# SUPPLIED MATERIAL

──────────────────────────────

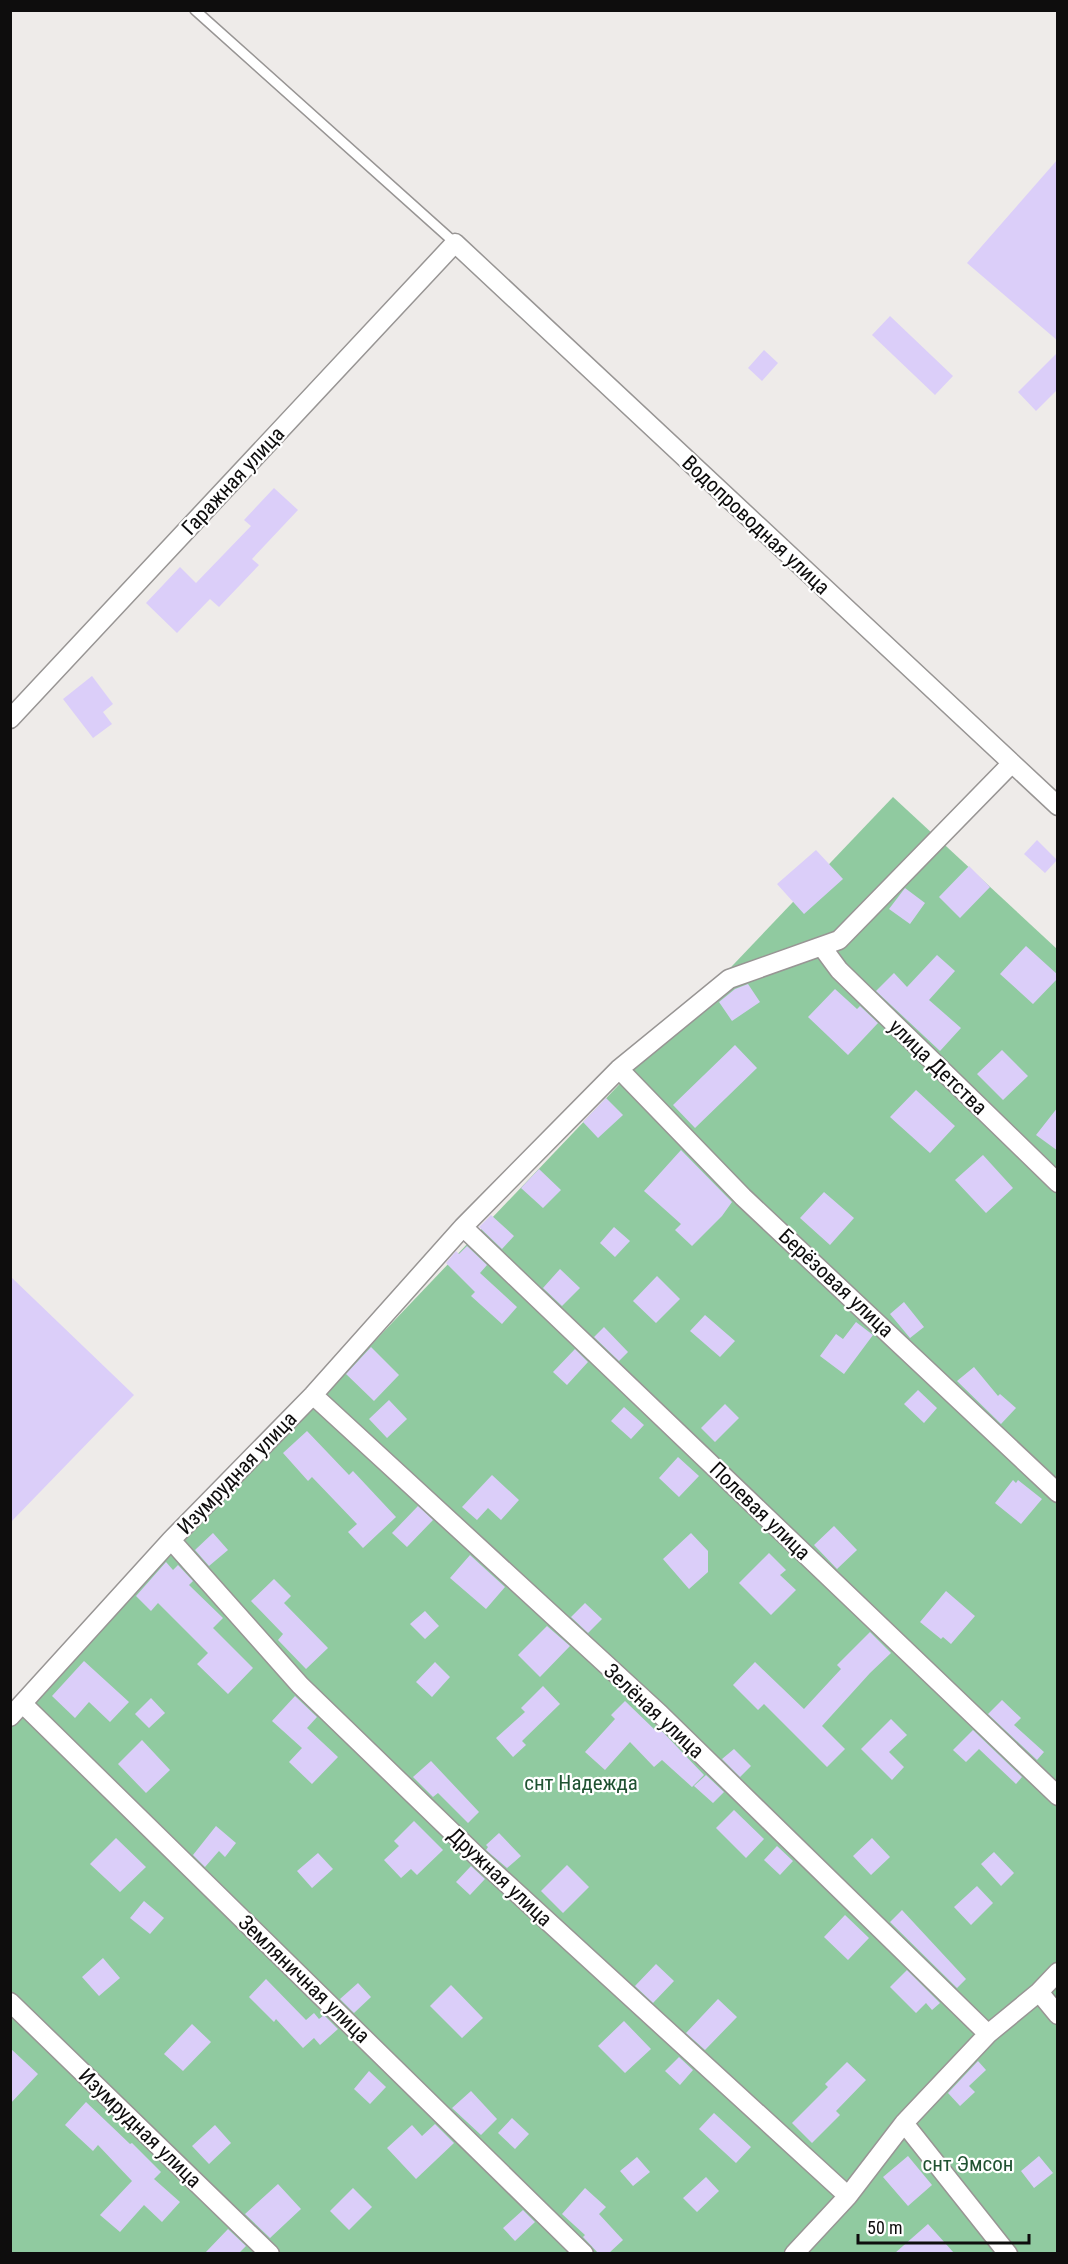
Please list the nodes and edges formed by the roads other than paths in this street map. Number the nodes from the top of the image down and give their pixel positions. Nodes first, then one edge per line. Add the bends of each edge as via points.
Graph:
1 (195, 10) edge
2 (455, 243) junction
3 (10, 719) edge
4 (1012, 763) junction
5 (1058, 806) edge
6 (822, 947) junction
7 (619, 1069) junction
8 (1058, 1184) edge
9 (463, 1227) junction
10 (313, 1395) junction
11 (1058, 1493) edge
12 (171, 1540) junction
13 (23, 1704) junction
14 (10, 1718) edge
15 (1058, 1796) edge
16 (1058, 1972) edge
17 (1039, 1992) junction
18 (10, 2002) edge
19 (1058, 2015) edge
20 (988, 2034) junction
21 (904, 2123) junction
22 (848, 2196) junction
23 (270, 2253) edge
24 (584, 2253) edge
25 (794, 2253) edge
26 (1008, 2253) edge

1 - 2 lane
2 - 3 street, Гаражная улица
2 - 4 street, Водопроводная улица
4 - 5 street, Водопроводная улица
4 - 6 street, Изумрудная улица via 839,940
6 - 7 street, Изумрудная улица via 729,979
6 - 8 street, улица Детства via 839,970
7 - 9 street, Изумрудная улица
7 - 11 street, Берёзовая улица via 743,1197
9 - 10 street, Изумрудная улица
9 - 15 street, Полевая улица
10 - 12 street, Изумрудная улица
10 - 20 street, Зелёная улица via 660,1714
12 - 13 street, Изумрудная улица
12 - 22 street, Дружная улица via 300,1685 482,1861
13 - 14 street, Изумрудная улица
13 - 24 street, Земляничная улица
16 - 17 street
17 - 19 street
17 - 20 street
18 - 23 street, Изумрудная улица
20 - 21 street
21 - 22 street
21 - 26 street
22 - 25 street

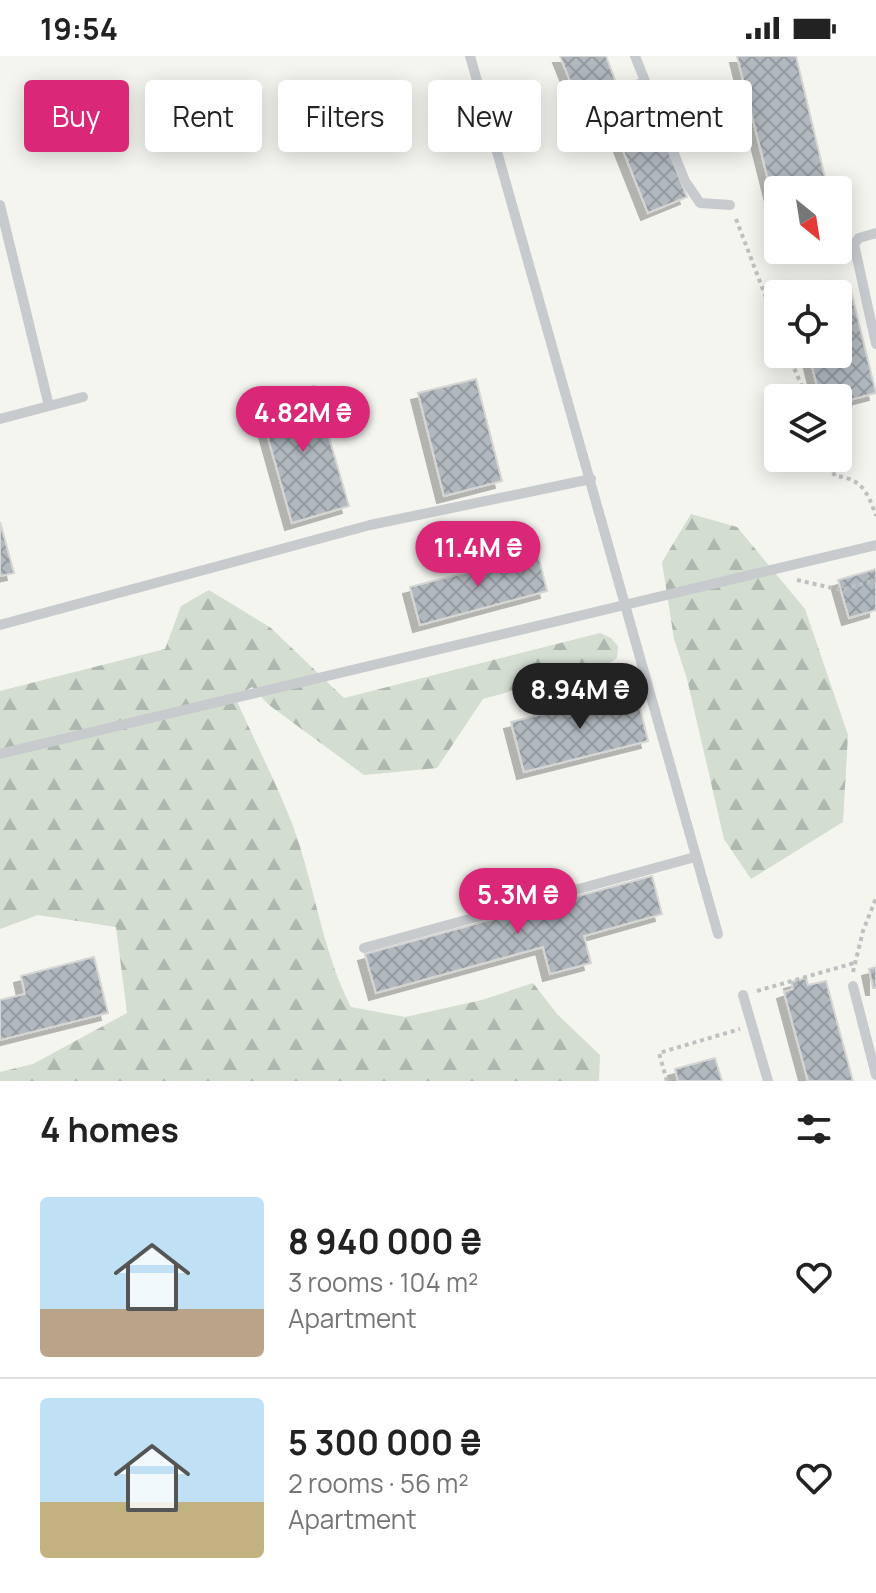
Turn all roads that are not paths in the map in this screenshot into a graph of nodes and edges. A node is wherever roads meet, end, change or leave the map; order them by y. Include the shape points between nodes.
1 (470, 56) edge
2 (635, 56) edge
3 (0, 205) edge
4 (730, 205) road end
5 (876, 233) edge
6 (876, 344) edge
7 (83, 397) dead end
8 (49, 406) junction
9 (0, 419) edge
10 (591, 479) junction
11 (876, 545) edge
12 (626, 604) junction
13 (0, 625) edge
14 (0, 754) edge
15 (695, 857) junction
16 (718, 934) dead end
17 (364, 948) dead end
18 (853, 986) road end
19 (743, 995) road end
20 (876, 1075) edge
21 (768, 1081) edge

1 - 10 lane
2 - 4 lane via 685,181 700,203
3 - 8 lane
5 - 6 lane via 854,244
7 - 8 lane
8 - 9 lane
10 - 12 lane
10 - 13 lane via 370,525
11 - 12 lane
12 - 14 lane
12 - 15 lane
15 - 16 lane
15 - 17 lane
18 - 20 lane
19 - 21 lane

──────────────────────────────

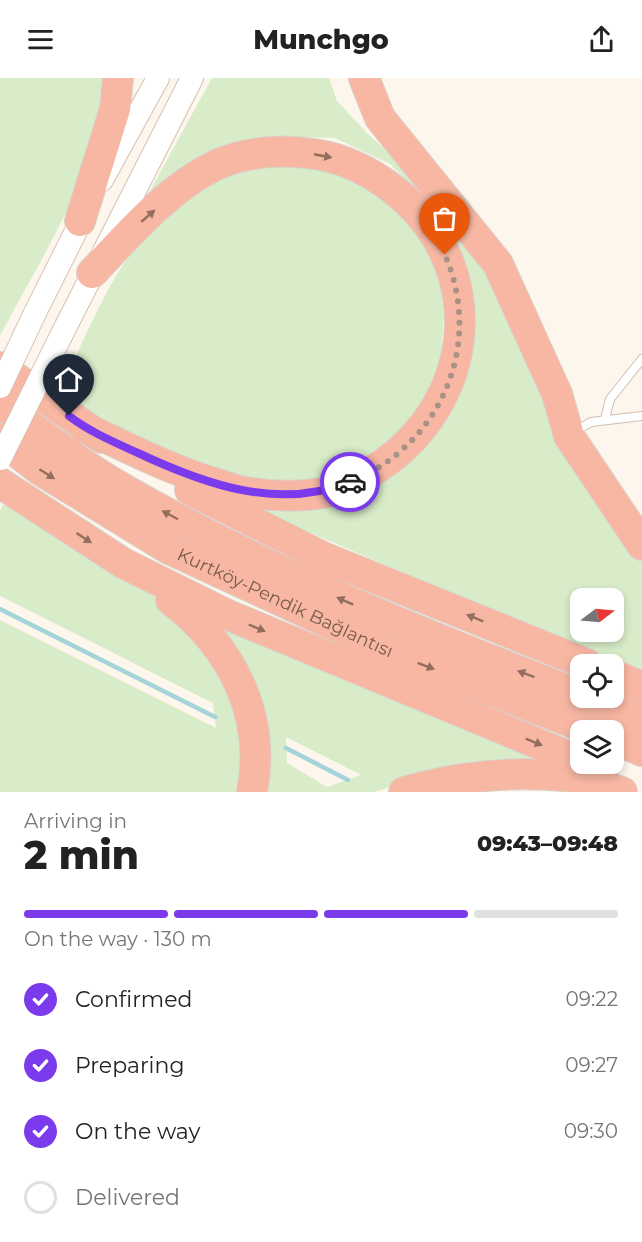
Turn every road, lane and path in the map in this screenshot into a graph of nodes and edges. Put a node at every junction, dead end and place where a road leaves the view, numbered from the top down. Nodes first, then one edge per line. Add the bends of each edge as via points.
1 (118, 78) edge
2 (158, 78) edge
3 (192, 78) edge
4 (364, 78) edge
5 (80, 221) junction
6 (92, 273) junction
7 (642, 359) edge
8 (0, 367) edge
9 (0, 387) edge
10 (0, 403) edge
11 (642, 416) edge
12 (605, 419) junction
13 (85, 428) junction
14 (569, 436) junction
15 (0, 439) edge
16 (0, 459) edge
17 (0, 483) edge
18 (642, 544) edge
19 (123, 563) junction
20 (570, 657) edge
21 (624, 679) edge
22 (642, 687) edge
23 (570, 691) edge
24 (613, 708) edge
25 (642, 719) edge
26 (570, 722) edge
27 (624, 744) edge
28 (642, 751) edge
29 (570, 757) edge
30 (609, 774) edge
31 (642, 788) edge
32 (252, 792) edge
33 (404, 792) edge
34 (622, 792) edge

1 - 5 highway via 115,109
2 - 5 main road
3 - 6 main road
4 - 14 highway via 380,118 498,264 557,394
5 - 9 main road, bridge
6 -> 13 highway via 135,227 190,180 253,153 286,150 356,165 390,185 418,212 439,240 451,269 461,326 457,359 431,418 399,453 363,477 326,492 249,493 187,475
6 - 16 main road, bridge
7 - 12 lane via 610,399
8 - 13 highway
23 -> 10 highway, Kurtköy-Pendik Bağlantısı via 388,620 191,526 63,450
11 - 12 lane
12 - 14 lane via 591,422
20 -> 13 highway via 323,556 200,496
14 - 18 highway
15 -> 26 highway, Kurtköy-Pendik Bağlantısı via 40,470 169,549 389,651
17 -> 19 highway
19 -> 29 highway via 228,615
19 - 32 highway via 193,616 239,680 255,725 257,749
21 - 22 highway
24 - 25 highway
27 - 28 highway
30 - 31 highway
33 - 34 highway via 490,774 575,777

──────────────────────────────

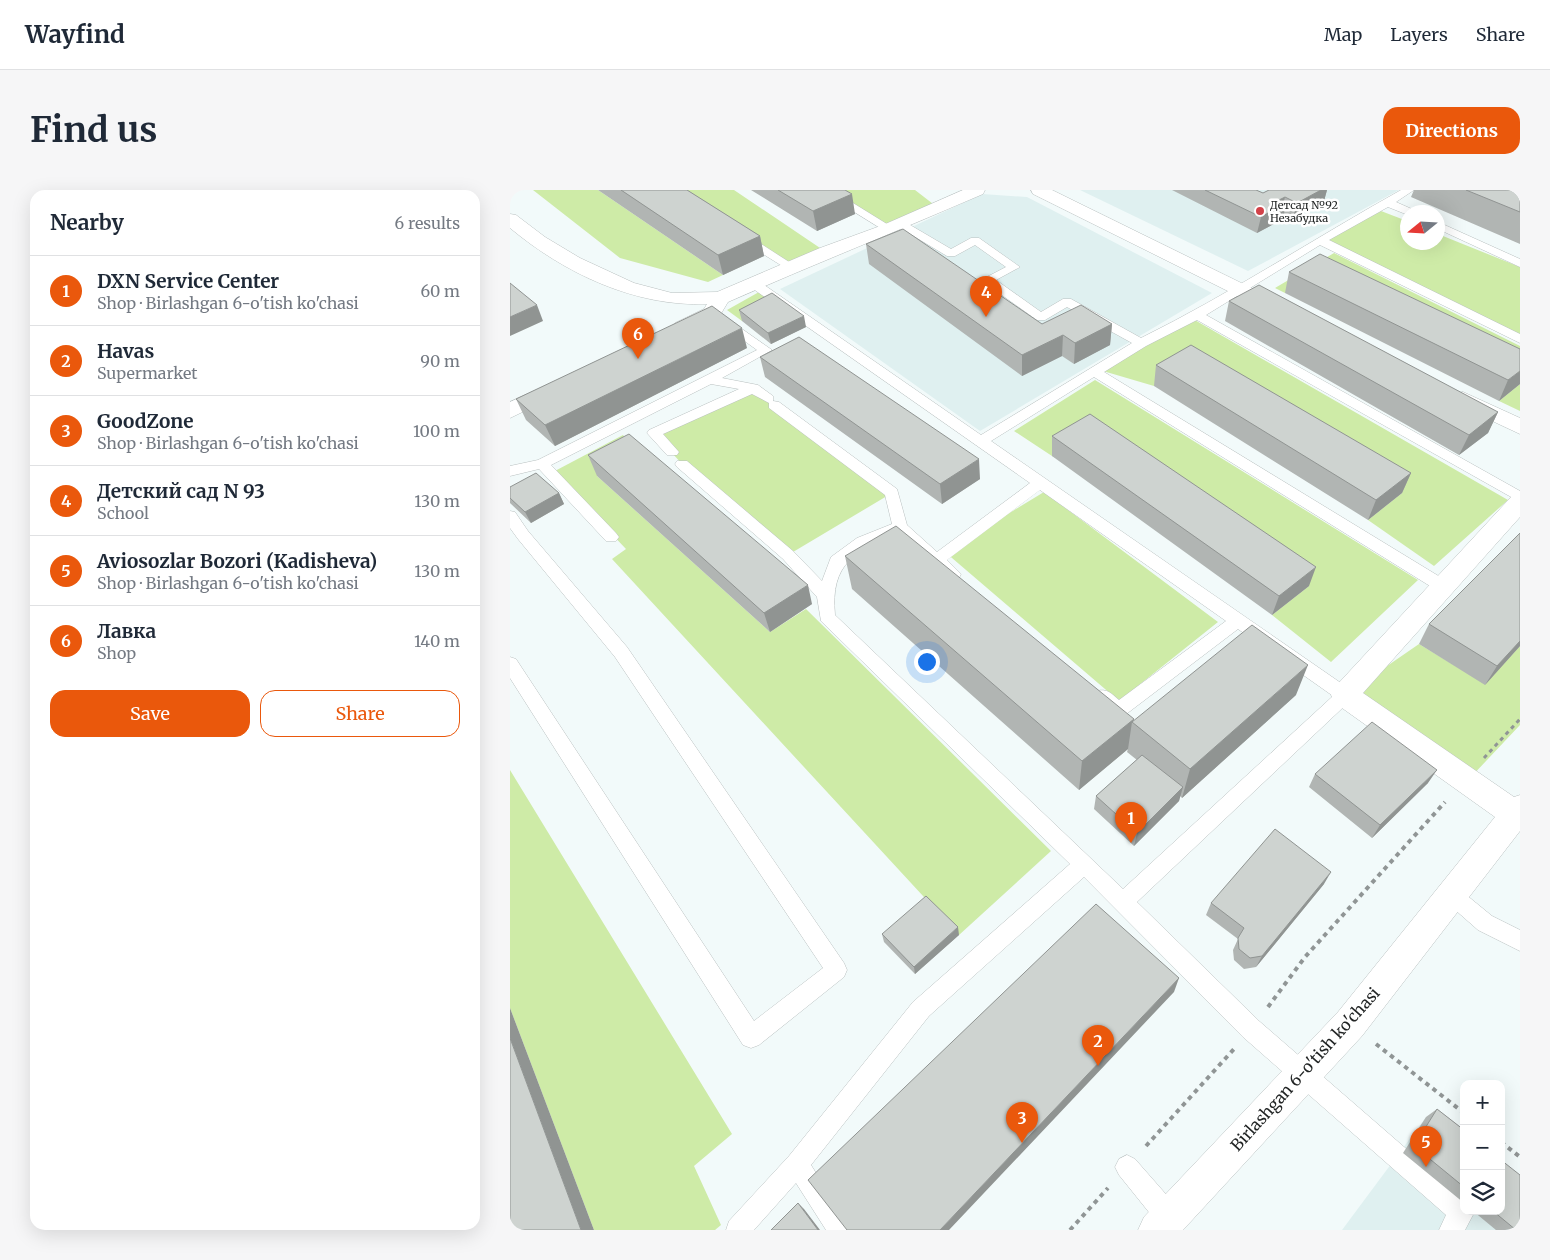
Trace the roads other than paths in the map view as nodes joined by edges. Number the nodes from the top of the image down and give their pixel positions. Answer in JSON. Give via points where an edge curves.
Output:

──────────────────────────────

# EXERCISE AIM
All lines in the records with the string "positions" should be copied out.

# EXPECTED OUTPUT
Please list the nodes and edges formed by the roads other than paths in this street map. Number the nodes from the top of the image down and give their pixel positions. Nodes first, then one edge per line. Add the bends of each edge as via points.
Trace the roads other than paths in the map view as nodes joined by edges. Number the nodes from the top of the image down and give their pixel positions. Answer in JSON. Give via points where an edge curves.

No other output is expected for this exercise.